The median age in the village was 34.5 years. 31.1% of residents were under the age of 18; 6.1% were between the ages of 18 and 24; 27.2% were from 25 to 44; 22.6% were from 45 to 64; and 13.2% were 65 years of age or older. The gender makeup of the village was 49.8% male and 50.2% female.

===2000 census===
As of the census of 2000, there were 1,265 people, 483 households, and 360 families living in the village. The population density was 1,515.3 PD/sqmi. There were 506 housing units at an average density of 606.1 /sqmi. The racial makeup of the village was 99.45% White, and 0.55% from two or more races. Hispanic or Latino of any race were 0.32% of the population.

There were 483 households, out of which 39.8% had children under the age of 18 living with them, 58.0% were married couples living together, 10.8% had a female householder with no husband present, and 25.3% were non-families. 23.2% of all households were made up of individuals, and 13.5% had someone living alone who was 65 years of age or older. The average household size was 2.62 and the average family size was 3.06.

In the village, the population was spread out, with 29.6% under the age of 18, 7.8% from 18 to 24, 29.3% from 25 to 44, 20.1% from 45 to 64, and 13.1% who were 65 years of age or older. The median age was 35 years. For every 100 females there were 88.8 males. For every 100 females age 18 and over, there were 89.8 males.

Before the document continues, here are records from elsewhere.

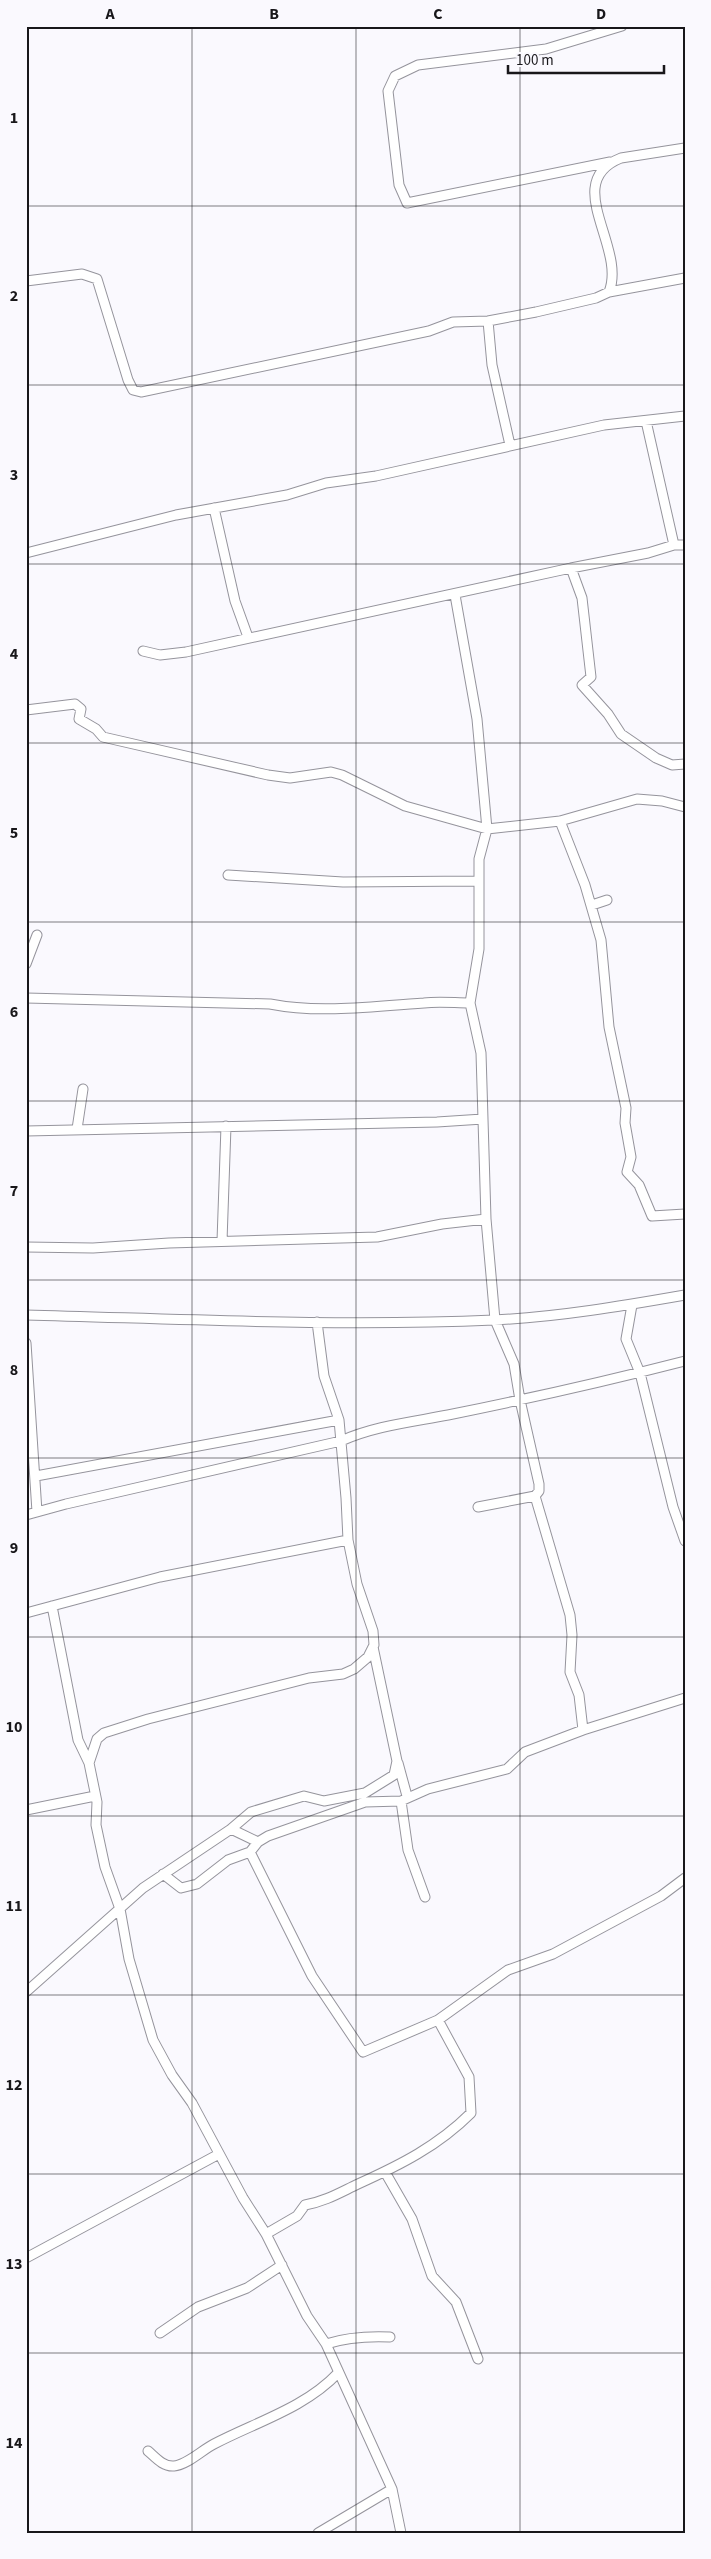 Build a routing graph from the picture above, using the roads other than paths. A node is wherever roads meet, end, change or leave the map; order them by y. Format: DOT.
graph roads {
  1 [pos="622,26"];
  2 [pos="685,148"];
  3 [pos="611,162"];
  4 [pos="685,278"];
  5 [pos="26,281"];
  6 [pos="609,292"];
  7 [pos="488,321"];
  8 [pos="685,416"];
  9 [pos="646,421"];
  10 [pos="510,445"];
  11 [pos="214,508"];
  12 [pos="674,545"];
  13 [pos="685,545"];
  14 [pos="26,553"];
  15 [pos="570,568"];
  16 [pos="455,595"];
  17 [pos="248,637"];
  18 [pos="144,651"];
  19 [pos="26,710"];
  20 [pos="685,764"];
  21 [pos="685,807"];
  22 [pos="560,821"];
  23 [pos="488,829"];
  24 [pos="228,875"];
  25 [pos="478,881"];
  26 [pos="607,900"];
  27 [pos="592,905"];
  28 [pos="37,935"];
  29 [pos="26,964"];
  30 [pos="26,998"];
  31 [pos="470,1003"];
  32 [pos="83,1089"];
  33 [pos="483,1119"];
  34 [pos="226,1126"];
  35 [pos="77,1129"];
  36 [pos="26,1131"];
  37 [pos="685,1214"];
  38 [pos="486,1219"];
  39 [pos="222,1241"];
  40 [pos="26,1247"];
  41 [pos="685,1295"];
  42 [pos="632,1304"];
  43 [pos="26,1315"];
  44 [pos="495,1320"];
  45 [pos="317,1322"];
  46 [pos="26,1343"];
  47 [pos="685,1361"];
  48 [pos="640,1373"];
  49 [pos="520,1400"];
  50 [pos="339,1420"];
  51 [pos="341,1441"];
  52 [pos="29,1457"];
  53 [pos="36,1476"];
  54 [pos="535,1496"];
  55 [pos="478,1508"];
  56 [pos="37,1512"];
  57 [pos="26,1515"];
  58 [pos="348,1540"];
  59 [pos="685,1541"];
  60 [pos="52,1606"];
  61 [pos="26,1613"];
  62 [pos="373,1647"];
  63 [pos="685,1698"];
  64 [pos="583,1730"];
  65 [pos="398,1761"];
  66 [pos="89,1763"];
  67 [pos="95,1796"];
  68 [pos="404,1799"];
  69 [pos="26,1810"];
  70 [pos="231,1829"];
  71 [pos="258,1842"];
  72 [pos="250,1852"];
  73 [pos="163,1874"];
  74 [pos="685,1878"];
  75 [pos="425,1897"];
  76 [pos="120,1909"];
  77 [pos="26,1992"];
  78 [pos="438,2020"];
  79 [pos="219,2154"];
  80 [pos="385,2172"];
  81 [pos="266,2234"];
  82 [pos="26,2258"];
  83 [pos="282,2265"];
  84 [pos="160,2333"];
  85 [pos="390,2337"];
  86 [pos="326,2344"];
  87 [pos="478,2360"];
  88 [pos="338,2373"];
  89 [pos="148,2451"];
  90 [pos="392,2489"];
  91 [pos="318,2533"];
  92 [pos="401,2533"];
  1 -- 3 [label="street"];
  2 -- 3 [label="street"];
  3 -- 6 [label="street"];
  4 -- 6 [label="street"];
  5 -- 7 [label="street"];
  6 -- 7 [label="street"];
  7 -- 10 [label="street"];
  8 -- 9 [label="street"];
  9 -- 10 [label="street"];
  9 -- 12 [label="street"];
  10 -- 11 [label="street"];
  11 -- 14 [label="street"];
  11 -- 17 [label="street"];
  12 -- 13 [label="street"];
  12 -- 15 [label="street"];
  15 -- 16 [label="street"];
  15 -- 20 [label="street"];
  16 -- 17 [label="street"];
  16 -- 23 [label="street"];
  17 -- 18 [label="street"];
  19 -- 23 [label="street"];
  21 -- 22 [label="street"];
  22 -- 23 [label="street"];
  22 -- 27 [label="street"];
  23 -- 25 [label="street"];
  24 -- 25 [label="street"];
  25 -- 31 [label="street"];
  26 -- 27 [label="street"];
  27 -- 37 [label="street"];
  28 -- 29 [label="street"];
  30 -- 31 [label="street"];
  31 -- 33 [label="street"];
  32 -- 35 [label="street"];
  33 -- 34 [label="street"];
  33 -- 38 [label="street"];
  34 -- 35 [label="street"];
  34 -- 39 [label="street"];
  35 -- 36 [label="street"];
  38 -- 39 [label="street"];
  38 -- 44 [label="street"];
  39 -- 40 [label="street"];
  41 -- 42 [label="street"];
  42 -- 44 [label="street"];
  42 -- 48 [label="street"];
  43 -- 45 [label="street"];
  44 -- 45 [label="street"];
  44 -- 49 [label="street"];
  45 -- 50 [label="street"];
  46 -- 52 [label="street"];
  47 -- 48 [label="street"];
  48 -- 49 [label="street"];
  48 -- 59 [label="street"];
  49 -- 51 [label="street"];
  49 -- 54 [label="street"];
  50 -- 51 [label="street"];
  50 -- 53 [label="street"];
  51 -- 56 [label="street"];
  51 -- 58 [label="street"];
  52 -- 53 [label="street"];
  53 -- 56 [label="street"];
  54 -- 55 [label="street"];
  54 -- 64 [label="street"];
  56 -- 57 [label="street"];
  58 -- 60 [label="street"];
  58 -- 62 [label="street"];
  60 -- 61 [label="street"];
  60 -- 66 [label="street"];
  62 -- 65 [label="street"];
  62 -- 66 [label="street"];
  63 -- 64 [label="street"];
  64 -- 68 [label="street"];
  65 -- 68 [label="street"];
  65 -- 70 [label="street"];
  66 -- 67 [label="street"];
  67 -- 69 [label="street"];
  67 -- 76 [label="street"];
  68 -- 71 [label="street"];
  68 -- 75 [label="street"];
  70 -- 71 [label="street"];
  70 -- 73 [label="street"];
  71 -- 72 [label="street"];
  72 -- 73 [label="street"];
  72 -- 78 [label="street"];
  73 -- 76 [label="street"];
  74 -- 78 [label="street"];
  76 -- 77 [label="street"];
  76 -- 79 [label="street"];
  78 -- 80 [label="street"];
  79 -- 81 [label="street"];
  79 -- 82 [label="street"];
  80 -- 81 [label="street"];
  80 -- 87 [label="street"];
  81 -- 83 [label="street"];
  83 -- 84 [label="street"];
  83 -- 86 [label="street"];
  85 -- 86 [label="street"];
  86 -- 88 [label="street"];
  88 -- 89 [label="street"];
  88 -- 90 [label="street"];
  90 -- 91 [label="street"];
  90 -- 92 [label="street"];
}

The median income for a household in the village was $38,036, and the median income for a family was $44,844. Males had a median income of $33,472 versus $22,202 for females. The per capita income for the village was $16,408. About 6.9% of families and 6.7% of the population were below the poverty line, including 10.7% of those under age 18 and 4.6% of those age 65 or over.

==Education==
The village contains one public school, Bremen Elementary, operated by Fairfield Union Local Schools. Bremen has a public library, a branch of the Fairfield County District Library.